- TASK PROMPT:
Every record below should be printed exactly as it appears.

━━━ DATA SHOWN

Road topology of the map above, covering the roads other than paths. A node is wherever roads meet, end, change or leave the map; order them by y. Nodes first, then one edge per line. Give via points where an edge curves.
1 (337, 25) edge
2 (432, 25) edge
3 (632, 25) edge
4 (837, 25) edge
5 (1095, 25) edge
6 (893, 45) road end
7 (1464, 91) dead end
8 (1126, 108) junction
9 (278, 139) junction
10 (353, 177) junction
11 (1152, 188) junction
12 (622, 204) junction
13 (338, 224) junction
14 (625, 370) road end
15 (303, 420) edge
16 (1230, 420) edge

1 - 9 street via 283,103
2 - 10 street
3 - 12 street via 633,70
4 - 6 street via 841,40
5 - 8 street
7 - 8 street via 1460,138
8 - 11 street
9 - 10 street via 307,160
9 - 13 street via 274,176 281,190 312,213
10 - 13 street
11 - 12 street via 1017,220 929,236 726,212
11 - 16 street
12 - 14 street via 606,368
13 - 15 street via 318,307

━━━━━━

- EXERCISE RESPONSE:
Road topology of the map above, covering the roads other than paths. A node is wherever roads meet, end, change or leave the map; order them by y. Nodes first, then one edge per line. Give via points where an edge curves.
1 (337, 25) edge
2 (432, 25) edge
3 (632, 25) edge
4 (837, 25) edge
5 (1095, 25) edge
6 (893, 45) road end
7 (1464, 91) dead end
8 (1126, 108) junction
9 (278, 139) junction
10 (353, 177) junction
11 (1152, 188) junction
12 (622, 204) junction
13 (338, 224) junction
14 (625, 370) road end
15 (303, 420) edge
16 (1230, 420) edge

1 - 9 street via 283,103
2 - 10 street
3 - 12 street via 633,70
4 - 6 street via 841,40
5 - 8 street
7 - 8 street via 1460,138
8 - 11 street
9 - 10 street via 307,160
9 - 13 street via 274,176 281,190 312,213
10 - 13 street
11 - 12 street via 1017,220 929,236 726,212
11 - 16 street
12 - 14 street via 606,368
13 - 15 street via 318,307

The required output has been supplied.